▶ **Work instruction**:
Copy all the records word for word, apart from any pictures.

### Dataset records ###

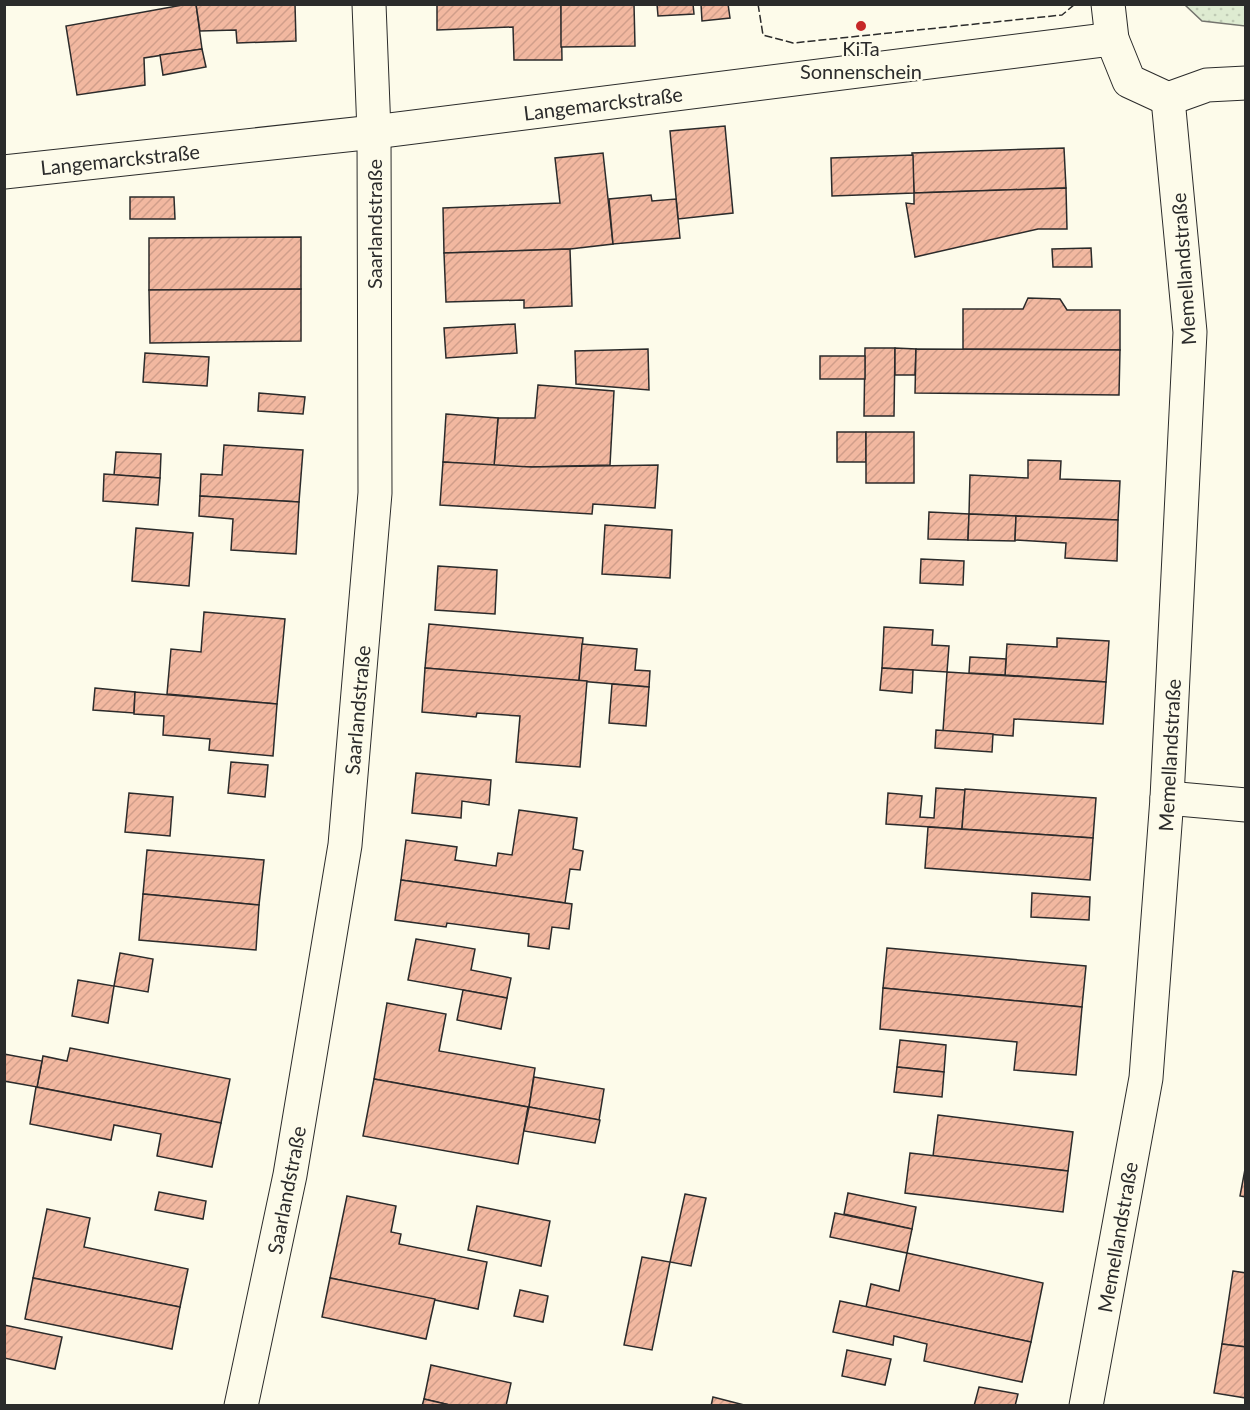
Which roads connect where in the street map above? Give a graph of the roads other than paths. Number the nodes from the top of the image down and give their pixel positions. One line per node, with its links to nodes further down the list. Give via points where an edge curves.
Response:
1 (369, 4): 6 (street, Saarlandstraße)
2 (1108, 4): 3 (street)
3 (1112, 39): 5 (street, via 1129,81); 6 (street, Langemarckstraße)
4 (1245, 83): 5 (street, via 1207,85)
5 (1168, 99): 8 (street, Memellandstraße, via 1190,332)
6 (374, 132): 7 (street, Langemarckstraße); 10 (street, Saarlandstraße, via 375,493 345,845 290,1175)
7 (4, 172)
8 (1167, 798): 9 (street); 11 (street, Memellandstraße, via 1146,1078)
9 (1245, 805)
10 (241, 1406)
11 (1086, 1406)

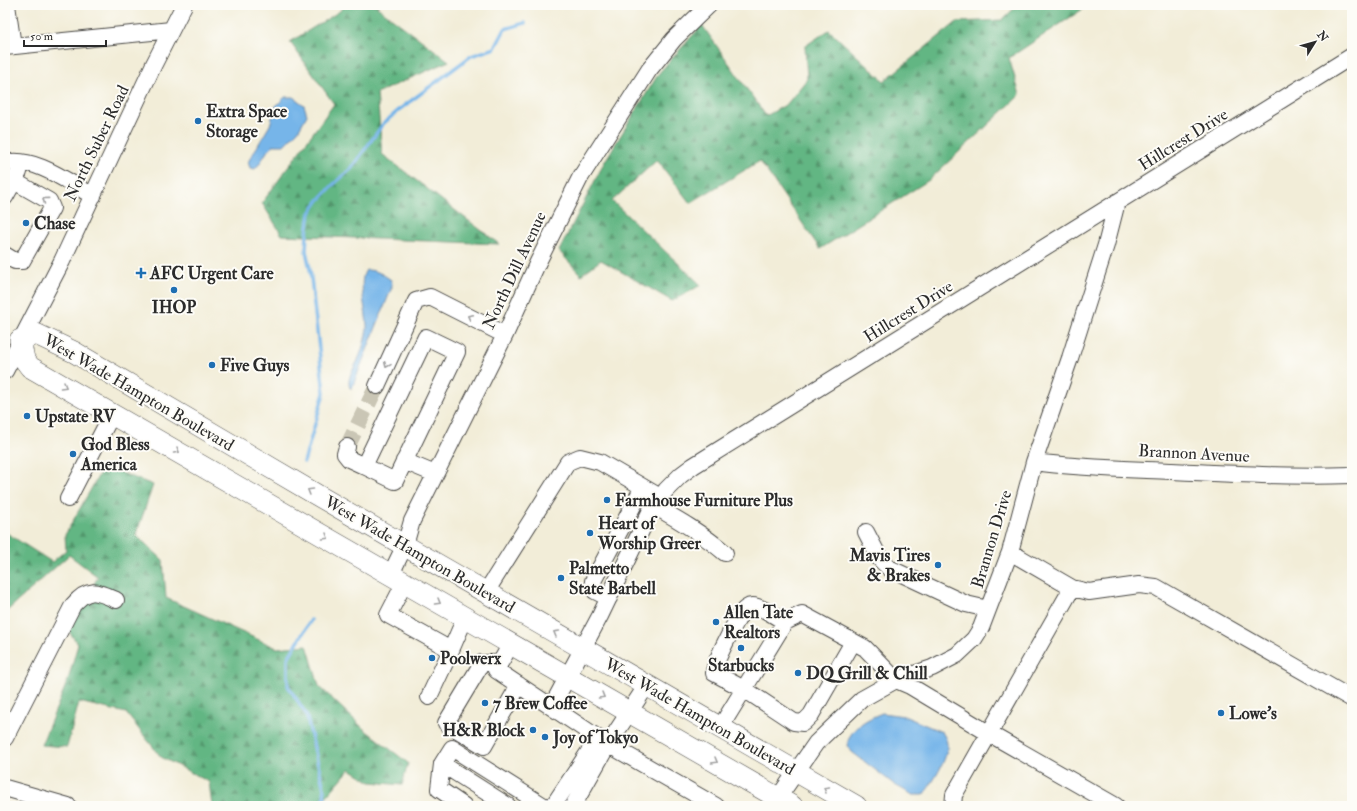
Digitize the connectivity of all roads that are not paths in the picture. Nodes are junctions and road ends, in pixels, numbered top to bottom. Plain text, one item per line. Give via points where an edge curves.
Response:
1 (7, 5) edge
2 (184, 5) edge
3 (708, 5) edge
4 (171, 30) junction
5 (9, 46) edge
6 (1352, 56) edge
7 (25, 162) junction
8 (5, 163) edge
9 (14, 181) junction
10 (93, 196) junction
11 (5, 197) edge
12 (1117, 202) junction
13 (5, 255) edge
14 (13, 335) edge
15 (505, 335) junction
16 (5, 371) edge
17 (377, 386) tunnel mouth
18 (112, 414) junction
19 (347, 447) dead end
20 (404, 461) junction
21 (1034, 462) junction
22 (364, 466) junction
23 (435, 474) junction
24 (1352, 475) edge
25 (643, 487) junction
26 (68, 500) dead end
27 (657, 501) junction
28 (866, 532) dead end
29 (405, 545) junction
30 (1010, 552) junction
31 (725, 553) dead end
32 (398, 578) junction
33 (1072, 588) junction
34 (486, 592) junction
35 (609, 598) junction
36 (116, 600) dead end
37 (988, 609) junction
38 (465, 618) junction
39 (785, 622) junction
40 (853, 642) junction
41 (511, 644) junction
42 (582, 648) junction
43 (451, 650) junction
44 (500, 663) junction
45 (568, 676) junction
46 (896, 680) junction
47 (519, 685) junction
48 (647, 685) junction
49 (744, 689) junction
50 (429, 697) dead end
51 (1352, 699) edge
52 (552, 706) junction
53 (630, 712) junction
54 (720, 728) junction
55 (990, 734) junction
56 (5, 738) edge
57 (603, 741) junction
58 (442, 764) junction
59 (796, 771) junction
60 (5, 788) edge
61 (521, 800) edge
62 (785, 802) edge
63 (68, 806) edge
64 (464, 806) edge
65 (508, 806) edge
66 (544, 806) edge
67 (553, 806) edge
68 (573, 806) edge
69 (716, 806) edge
70 (856, 806) edge
71 (953, 806) edge
72 (1116, 806) edge

1 - 5 street
2 - 4 street, North Suber Road
3 - 15 street, North Dill Avenue via 661,55 594,154 568,201
4 - 5 street
4 - 10 street, North Suber Road
6 - 12 street, Hillcrest Drive
7 - 8 street
7 - 9 street
7 - 10 street via 42,167
9 - 11 street
13 -> 9 street via 22,262 52,208 49,201
10 - 14 street, North Suber Road via 62,261
12 - 21 street, Brannon Drive via 1070,358
12 - 27 street, Hillcrest Drive via 693,466
14 - 16 street, North Suber Road
14 -> 18 main road, West Wade Hampton Boulevard via 30,367
29 -> 14 main road, West Wade Hampton Boulevard via 74,352 36,334
15 -> 17 street via 430,297 416,301
15 - 23 street, North Dill Avenue
18 - 26 street
18 -> 32 main road, West Wade Hampton Boulevard
19 - 22 street via 345,454 349,459
20 - 22 street via 395,481
20 - 22 street via 457,352 426,337
20 - 23 street
21 - 24 street, Brannon Avenue via 1253,475
21 - 30 street, Brannon Drive
23 - 29 street, North Dill Avenue via 412,520
25 - 27 street
25 - 34 street via 600,462 580,457 568,462
25 - 35 street via 593,581 595,591
27 - 31 street
27 - 35 street, Hillcrest Drive
28 - 37 street via 880,559 889,568 966,604
29 - 32 street, North Dill Avenue
29 - 34 main road, West Wade Hampton Boulevard
30 - 33 street
30 - 37 street, Brannon Drive
32 -> 38 main road, West Wade Hampton Boulevard
32 - 43 street, North Dill Avenue via 388,615
33 - 51 street via 1089,592 1139,585 1156,587
33 - 55 street
42 -> 34 main road, West Wade Hampton Boulevard
35 - 42 street, Hillcrest Drive
36 - 56 street via 99,592 89,592 80,596 72,605
37 - 46 street, Brannon Drive via 974,639 957,655 932,668
38 - 41 main road, West Wade Hampton Boulevard
38 - 43 street
39 - 40 street via 802,614
39 - 49 street
39 - 49 street via 755,606 748,607 742,613 713,668 714,673
40 - 46 street via 865,648
40 - 49 street via 811,715 803,722 794,722
41 - 44 street
41 - 45 main road, West Wade Hampton Boulevard
42 - 45 street, Hillcrest Drive
42 - 48 main road, West Wade Hampton Boulevard
43 - 50 street
44 - 47 street via 496,670
44 - 47 street via 482,663 446,723 484,746
45 - 52 street, Hillcrest Drive
45 -> 53 main road, West Wade Hampton Boulevard
46 - 55 street
46 - 59 street, Brannon Drive via 872,692 853,707 816,743
47 - 52 street
48 - 53 street
48 - 54 main road, West Wade Hampton Boulevard
49 - 54 street
52 - 57 street
53 - 57 street
53 -> 62 main road, West Wade Hampton Boulevard
54 - 59 main road, West Wade Hampton Boulevard
55 - 71 street via 954,795
55 - 72 street
57 - 67 street
57 - 68 street
57 - 69 street
58 - 61 street via 452,748
58 - 64 street via 439,788
58 - 65 street
59 - 62 street, Brannon Drive
70 -> 59 main road, West Wade Hampton Boulevard
60 - 63 street
61 - 66 street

###

▶ **Response area**:
Which roads connect where in the street map above? Give a graph of the roads other than paths. Number the nodes from the top of the image down and give their pixel positions. One line per node, with its links to nodes further down the list. Give via points where an edge curves.
Response:
1 (369, 4): 6 (street, Saarlandstraße)
2 (1108, 4): 3 (street)
3 (1112, 39): 5 (street, via 1129,81); 6 (street, Langemarckstraße)
4 (1245, 83): 5 (street, via 1207,85)
5 (1168, 99): 8 (street, Memellandstraße, via 1190,332)
6 (374, 132): 7 (street, Langemarckstraße); 10 (street, Saarlandstraße, via 375,493 345,845 290,1175)
7 (4, 172)
8 (1167, 798): 9 (street); 11 (street, Memellandstraße, via 1146,1078)
9 (1245, 805)
10 (241, 1406)
11 (1086, 1406)

Digitize the connectivity of all roads that are not paths in the picture. Nodes are junctions and road ends, in pixels, numbered top to bottom. Plain text, one item per line. Give via points where an edge curves.
Response:
1 (7, 5) edge
2 (184, 5) edge
3 (708, 5) edge
4 (171, 30) junction
5 (9, 46) edge
6 (1352, 56) edge
7 (25, 162) junction
8 (5, 163) edge
9 (14, 181) junction
10 (93, 196) junction
11 (5, 197) edge
12 (1117, 202) junction
13 (5, 255) edge
14 (13, 335) edge
15 (505, 335) junction
16 (5, 371) edge
17 (377, 386) tunnel mouth
18 (112, 414) junction
19 (347, 447) dead end
20 (404, 461) junction
21 (1034, 462) junction
22 (364, 466) junction
23 (435, 474) junction
24 (1352, 475) edge
25 (643, 487) junction
26 (68, 500) dead end
27 (657, 501) junction
28 (866, 532) dead end
29 (405, 545) junction
30 (1010, 552) junction
31 (725, 553) dead end
32 (398, 578) junction
33 (1072, 588) junction
34 (486, 592) junction
35 (609, 598) junction
36 (116, 600) dead end
37 (988, 609) junction
38 (465, 618) junction
39 (785, 622) junction
40 (853, 642) junction
41 (511, 644) junction
42 (582, 648) junction
43 (451, 650) junction
44 (500, 663) junction
45 (568, 676) junction
46 (896, 680) junction
47 (519, 685) junction
48 (647, 685) junction
49 (744, 689) junction
50 (429, 697) dead end
51 (1352, 699) edge
52 (552, 706) junction
53 (630, 712) junction
54 (720, 728) junction
55 (990, 734) junction
56 (5, 738) edge
57 (603, 741) junction
58 (442, 764) junction
59 (796, 771) junction
60 (5, 788) edge
61 (521, 800) edge
62 (785, 802) edge
63 (68, 806) edge
64 (464, 806) edge
65 (508, 806) edge
66 (544, 806) edge
67 (553, 806) edge
68 (573, 806) edge
69 (716, 806) edge
70 (856, 806) edge
71 (953, 806) edge
72 (1116, 806) edge

1 - 5 street
2 - 4 street, North Suber Road
3 - 15 street, North Dill Avenue via 661,55 594,154 568,201
4 - 5 street
4 - 10 street, North Suber Road
6 - 12 street, Hillcrest Drive
7 - 8 street
7 - 9 street
7 - 10 street via 42,167
9 - 11 street
13 -> 9 street via 22,262 52,208 49,201
10 - 14 street, North Suber Road via 62,261
12 - 21 street, Brannon Drive via 1070,358
12 - 27 street, Hillcrest Drive via 693,466
14 - 16 street, North Suber Road
14 -> 18 main road, West Wade Hampton Boulevard via 30,367
29 -> 14 main road, West Wade Hampton Boulevard via 74,352 36,334
15 -> 17 street via 430,297 416,301
15 - 23 street, North Dill Avenue
18 - 26 street
18 -> 32 main road, West Wade Hampton Boulevard
19 - 22 street via 345,454 349,459
20 - 22 street via 395,481
20 - 22 street via 457,352 426,337
20 - 23 street
21 - 24 street, Brannon Avenue via 1253,475
21 - 30 street, Brannon Drive
23 - 29 street, North Dill Avenue via 412,520
25 - 27 street
25 - 34 street via 600,462 580,457 568,462
25 - 35 street via 593,581 595,591
27 - 31 street
27 - 35 street, Hillcrest Drive
28 - 37 street via 880,559 889,568 966,604
29 - 32 street, North Dill Avenue
29 - 34 main road, West Wade Hampton Boulevard
30 - 33 street
30 - 37 street, Brannon Drive
32 -> 38 main road, West Wade Hampton Boulevard
32 - 43 street, North Dill Avenue via 388,615
33 - 51 street via 1089,592 1139,585 1156,587
33 - 55 street
42 -> 34 main road, West Wade Hampton Boulevard
35 - 42 street, Hillcrest Drive
36 - 56 street via 99,592 89,592 80,596 72,605
37 - 46 street, Brannon Drive via 974,639 957,655 932,668
38 - 41 main road, West Wade Hampton Boulevard
38 - 43 street
39 - 40 street via 802,614
39 - 49 street
39 - 49 street via 755,606 748,607 742,613 713,668 714,673
40 - 46 street via 865,648
40 - 49 street via 811,715 803,722 794,722
41 - 44 street
41 - 45 main road, West Wade Hampton Boulevard
42 - 45 street, Hillcrest Drive
42 - 48 main road, West Wade Hampton Boulevard
43 - 50 street
44 - 47 street via 496,670
44 - 47 street via 482,663 446,723 484,746
45 - 52 street, Hillcrest Drive
45 -> 53 main road, West Wade Hampton Boulevard
46 - 55 street
46 - 59 street, Brannon Drive via 872,692 853,707 816,743
47 - 52 street
48 - 53 street
48 - 54 main road, West Wade Hampton Boulevard
49 - 54 street
52 - 57 street
53 - 57 street
53 -> 62 main road, West Wade Hampton Boulevard
54 - 59 main road, West Wade Hampton Boulevard
55 - 71 street via 954,795
55 - 72 street
57 - 67 street
57 - 68 street
57 - 69 street
58 - 61 street via 452,748
58 - 64 street via 439,788
58 - 65 street
59 - 62 street, Brannon Drive
70 -> 59 main road, West Wade Hampton Boulevard
60 - 63 street
61 - 66 street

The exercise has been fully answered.